C’est assez diversifié. Il y a vraiment un peu de tout : des nanas jeunes et plutôt rock vont acheter un sac LA. Mais une femme plus classique pourra acheter le même sac et le porter différement , et c’est ce que j’aime. Je trouve que le vrai plaisir pour une styliste qui vient de lancer sa marque c’est que votre création existe en tant que tel lorsqu’une personne l’adopte, le porte… j’ai eu la chance de pouvoir croiser par hasard un de mes sacs sur une nana.
Où peut-on acheter tes produits ?
Je suis distribuée au Japon et en France et j’espère bientôt en Angleterre. En France, on peut les acheter chez Margo Milin, My Family, Liza Korn, Anis les filles à Paris et Two Cour à Perpignan.
Est il nécessaire pour une jeune styliste de se développer à l’international ?
C’est indispensable, les étrangers sont friands des créations françaises beaucoup plus que les français. Profitons de cet accueil !!

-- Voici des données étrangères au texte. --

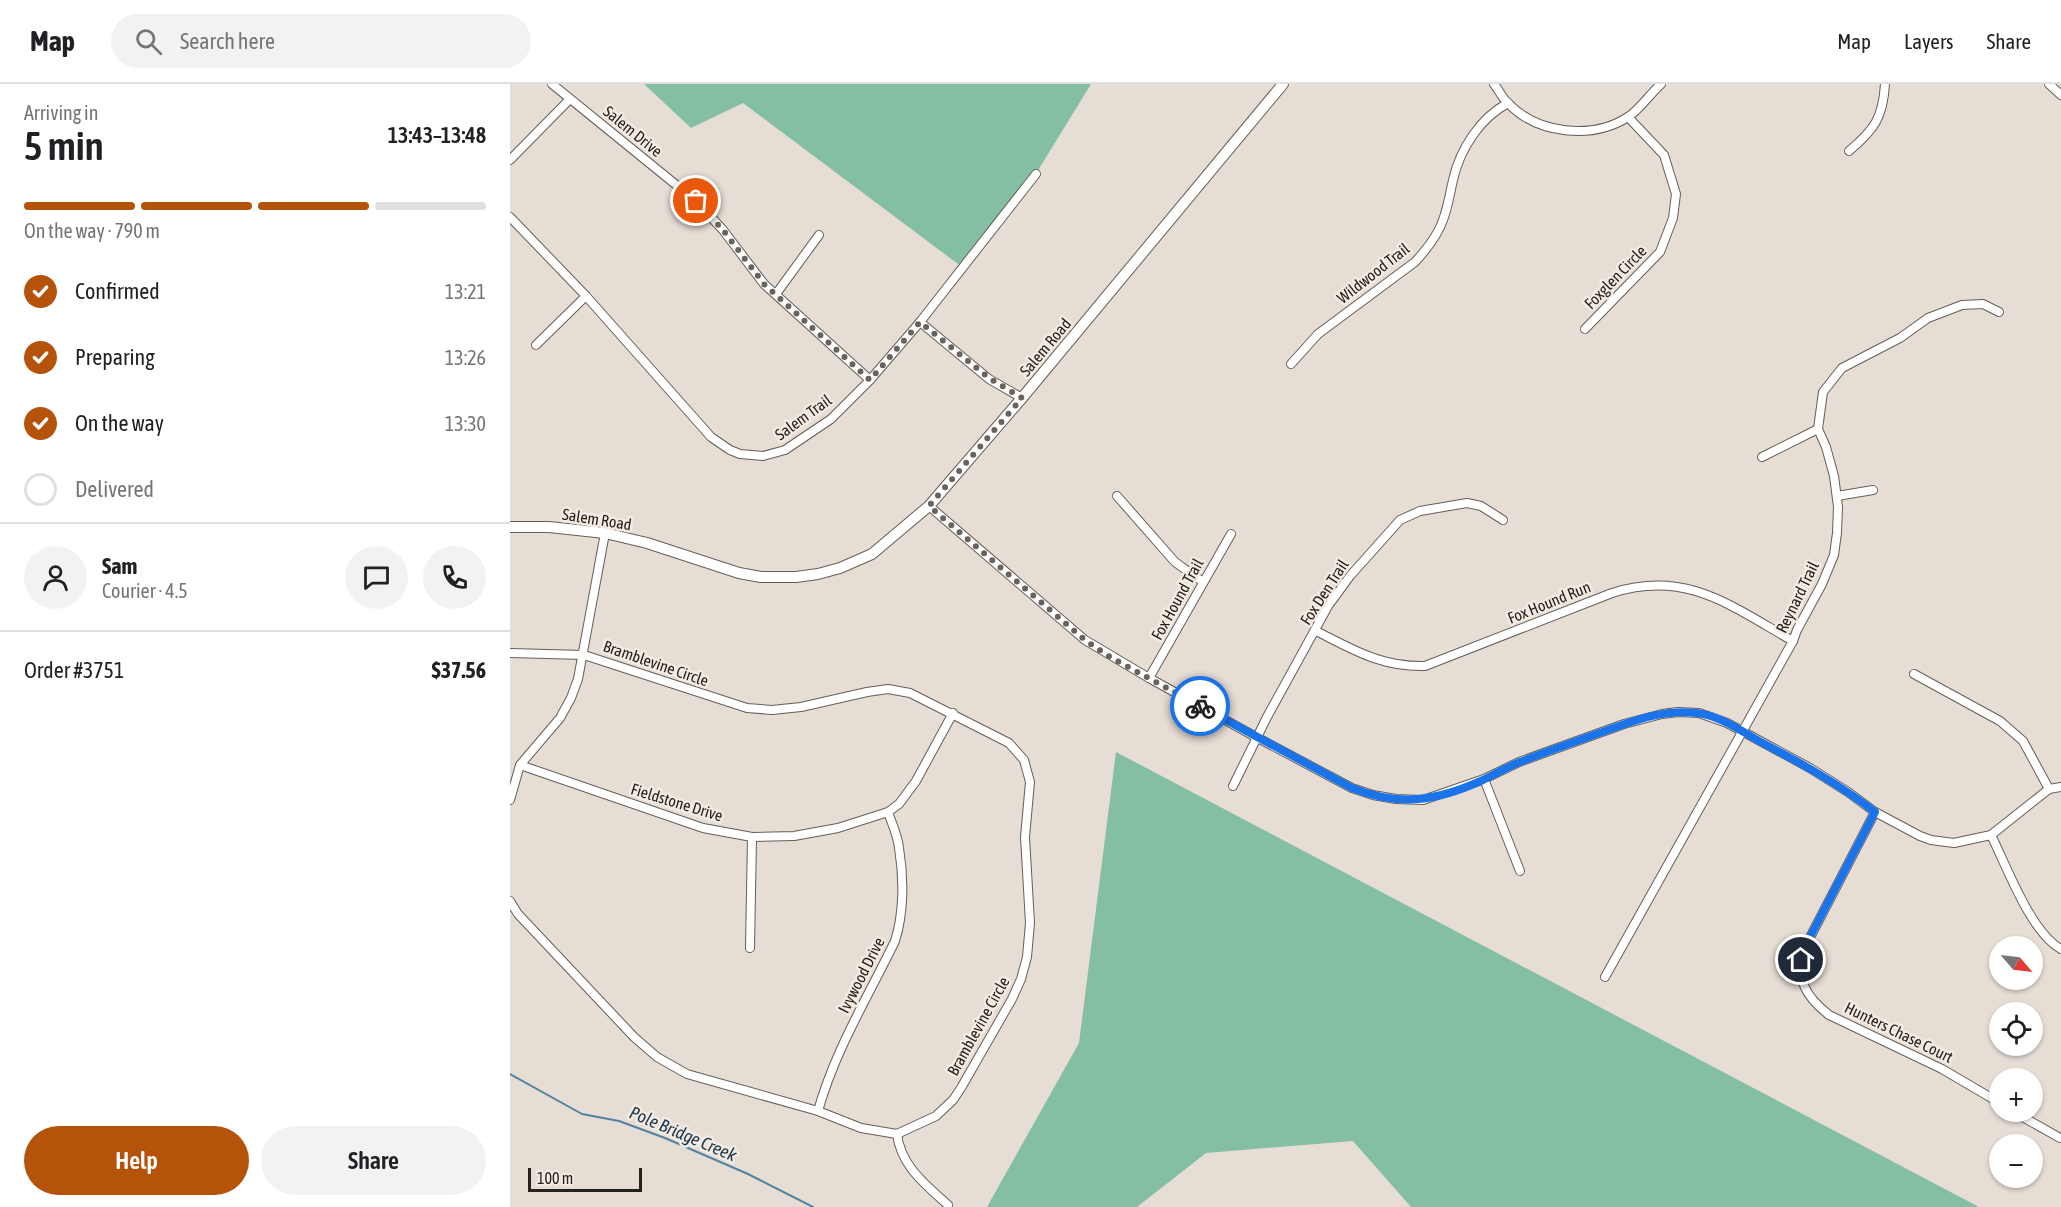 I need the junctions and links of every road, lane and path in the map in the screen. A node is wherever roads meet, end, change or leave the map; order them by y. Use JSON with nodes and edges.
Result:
{"nodes":[{"id":1,"x":552,"y":84,"type":"edge"},
{"id":2,"x":1283,"y":84,"type":"edge"},
{"id":3,"x":1494,"y":84,"type":"edge"},
{"id":4,"x":1661,"y":84,"type":"edge"},
{"id":5,"x":1885,"y":84,"type":"edge"},
{"id":6,"x":2049,"y":84,"type":"edge"},
{"id":7,"x":2061,"y":95,"type":"edge"},
{"id":8,"x":570,"y":99,"type":"junction"},
{"id":9,"x":1508,"y":104,"type":"junction"},
{"id":10,"x":1628,"y":117,"type":"junction"},
{"id":11,"x":1849,"y":152,"type":"dead end"},
{"id":12,"x":510,"y":160,"type":"edge"},
{"id":13,"x":1036,"y":174,"type":"dead end"},
{"id":14,"x":510,"y":217,"type":"edge"},
{"id":15,"x":819,"y":235,"type":"dead end"},
{"id":16,"x":776,"y":294,"type":"junction"},
{"id":17,"x":586,"y":296,"type":"junction"},
{"id":18,"x":1999,"y":312,"type":"dead end"},
{"id":19,"x":920,"y":322,"type":"junction"},
{"id":20,"x":1585,"y":329,"type":"dead end"},
{"id":21,"x":536,"y":345,"type":"dead end"},
{"id":22,"x":1291,"y":364,"type":"dead end"},
{"id":23,"x":870,"y":380,"type":"junction"},
{"id":24,"x":1022,"y":398,"type":"junction"},
{"id":25,"x":1818,"y":429,"type":"junction"},
{"id":26,"x":1762,"y":457,"type":"dead end"},
{"id":27,"x":1873,"y":490,"type":"dead end"},
{"id":28,"x":1117,"y":496,"type":"dead end"},
{"id":29,"x":1837,"y":496,"type":"junction"},
{"id":30,"x":929,"y":506,"type":"junction"},
{"id":31,"x":1503,"y":520,"type":"dead end"},
{"id":32,"x":510,"y":527,"type":"edge"},
{"id":33,"x":605,"y":533,"type":"junction"},
{"id":34,"x":1231,"y":534,"type":"dead end"},
{"id":35,"x":1203,"y":582,"type":"junction"},
{"id":36,"x":1316,"y":631,"type":"junction"},
{"id":37,"x":1793,"y":641,"type":"junction"},
{"id":38,"x":510,"y":653,"type":"edge"},
{"id":39,"x":584,"y":655,"type":"junction"},
{"id":40,"x":1914,"y":674,"type":"dead end"},
{"id":41,"x":1149,"y":678,"type":"junction"},
{"id":42,"x":953,"y":713,"type":"junction"},
{"id":43,"x":1743,"y":732,"type":"junction"},
{"id":44,"x":1256,"y":737,"type":"junction"},
{"id":45,"x":520,"y":765,"type":"junction"},
{"id":46,"x":1484,"y":779,"type":"junction"},
{"id":47,"x":1233,"y":786,"type":"dead end"},
{"id":48,"x":2061,"y":787,"type":"edge"},
{"id":49,"x":2049,"y":789,"type":"junction"},
{"id":50,"x":510,"y":800,"type":"edge"},
{"id":51,"x":888,"y":812,"type":"junction"},
{"id":52,"x":1875,"y":812,"type":"junction"},
{"id":53,"x":1991,"y":836,"type":"junction"},
{"id":54,"x":752,"y":837,"type":"junction"},
{"id":55,"x":1520,"y":871,"type":"dead end"},
{"id":56,"x":510,"y":901,"type":"edge"},
{"id":57,"x":750,"y":948,"type":"dead end"},
{"id":58,"x":2061,"y":949,"type":"edge"},
{"id":59,"x":1605,"y":977,"type":"dead end"},
{"id":60,"x":1989,"y":1097,"type":"edge"},
{"id":61,"x":818,"y":1111,"type":"junction"},
{"id":62,"x":2032,"y":1122,"type":"edge"},
{"id":63,"x":897,"y":1134,"type":"junction"},
{"id":64,"x":2060,"y":1138,"type":"edge"},
{"id":65,"x":948,"y":1205,"type":"dead end"}],
"edges":[{"from":1,"to":8,"type":"street","name":"Salem Drive"},
{"from":2,"to":24,"type":"street","name":"Salem Road"},
{"from":3,"to":9,"type":"street"},
{"from":4,"to":10,"type":"street"},
{"from":5,"to":11,"type":"street"},
{"from":6,"to":7,"type":"street"},
{"from":8,"to":12,"type":"street"},
{"from":8,"to":16,"type":"street","name":"Salem Drive"},
{"from":9,"to":10,"type":"street"},
{"from":9,"to":22,"type":"street","name":"Wildwood Trail"},
{"from":10,"to":20,"type":"street","name":"Foxglen Circle"},
{"from":13,"to":19,"type":"street","name":"Salem Trail"},
{"from":14,"to":17,"type":"street","name":"Salem Trail"},
{"from":15,"to":16,"type":"street"},
{"from":16,"to":23,"type":"street","name":"Salem Drive"},
{"from":17,"to":21,"type":"street"},
{"from":17,"to":23,"type":"street","name":"Salem Trail"},
{"from":18,"to":25,"type":"street","name":"Reynard Trail"},
{"from":19,"to":23,"type":"street","name":"Salem Trail"},
{"from":19,"to":24,"type":"street"},
{"from":24,"to":30,"type":"street","name":"Salem Road"},
{"from":25,"to":26,"type":"street"},
{"from":25,"to":29,"type":"street","name":"Reynard Trail"},
{"from":27,"to":29,"type":"street"},
{"from":28,"to":35,"type":"street"},
{"from":29,"to":37,"type":"street","name":"Reynard Trail"},
{"from":30,"to":33,"type":"street","name":"Salem Road"},
{"from":30,"to":41,"type":"street"},
{"from":31,"to":36,"type":"street","name":"Fox Den Trail"},
{"from":32,"to":33,"type":"street","name":"Salem Road"},
{"from":33,"to":39,"type":"street","name":"Bramblevine Circle"},
{"from":34,"to":35,"type":"street","name":"Fox Hound Trail"},
{"from":35,"to":41,"type":"street","name":"Fox Hound Trail"},
{"from":36,"to":37,"type":"street","name":"Fox Hound Run"},
{"from":36,"to":44,"type":"street","name":"Fox Den Trail"},
{"from":37,"to":43,"type":"street","name":"Reynard Trail"},
{"from":38,"to":39,"type":"street","name":"Bramblevine Circle"},
{"from":39,"to":42,"type":"street","name":"Bramblevine Circle"},
{"from":39,"to":45,"type":"street","name":"Bramblevine Circle"},
{"from":40,"to":49,"type":"street"},
{"from":41,"to":44,"type":"street"},
{"from":42,"to":51,"type":"street","name":"Fieldstone Drive"},
{"from":42,"to":63,"type":"street","name":"Bramblevine Circle"},
{"from":43,"to":46,"type":"street"},
{"from":43,"to":52,"type":"street"},
{"from":43,"to":59,"type":"street","name":"Reynard Trail"},
{"from":44,"to":46,"type":"street"},
{"from":44,"to":47,"type":"street","name":"Fox Den Trail"},
{"from":45,"to":50,"type":"street","name":"Bramblevine Circle"},
{"from":45,"to":54,"type":"street","name":"Fieldstone Drive"},
{"from":46,"to":55,"type":"street"},
{"from":48,"to":49,"type":"street"},
{"from":49,"to":53,"type":"street"},
{"from":51,"to":54,"type":"street","name":"Fieldstone Drive"},
{"from":51,"to":61,"type":"street","name":"Ivywood Drive"},
{"from":52,"to":53,"type":"street"},
{"from":52,"to":60,"type":"street","name":"Hunters Chase Court"},
{"from":53,"to":58,"type":"street"},
{"from":54,"to":57,"type":"street"},
{"from":56,"to":61,"type":"street"},
{"from":61,"to":63,"type":"street"},
{"from":62,"to":64,"type":"street"},
{"from":63,"to":65,"type":"street"}]}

Comment va évoluer la collection ?
Je vais bien sûr continuer à faire vivre ma collection. Pour l’hiver prochain, je prévois deux nouveaux modèles supplémentaires. Je vais également sortir des pochettes liées aux sacs. Après je voudrais bien réaliser des bijoux liés au travail du cuir et des foulards. Idéalement, si je pouvais, je ferais des chaussures et aussi du prêt-à-porter. Je me dis toujours tiens il me faudrait une veste comme ça pour porter ce sac… Mais chaque chose en son temps. Le problème n’est pas d’avoir des idées mais de pouvoir les réaliser.
Quel est ton designer préféré ?
J’aime beaucoup Alexander McQueen pour ses designs, son univers et la mise en scène qu’il crée à chaque collection. Il avait fait un défilé sur la nature qui était absolument féérique. Il transporte les gens dans son univers. Tout le travail réalisé sur les pièces est juste extraordinaire. Et je rendrais un immense hommage également à Worth c’est lui qui a ouvert la voie aux créateurs de mode.
Aurais tu des adresses modes à recommander ?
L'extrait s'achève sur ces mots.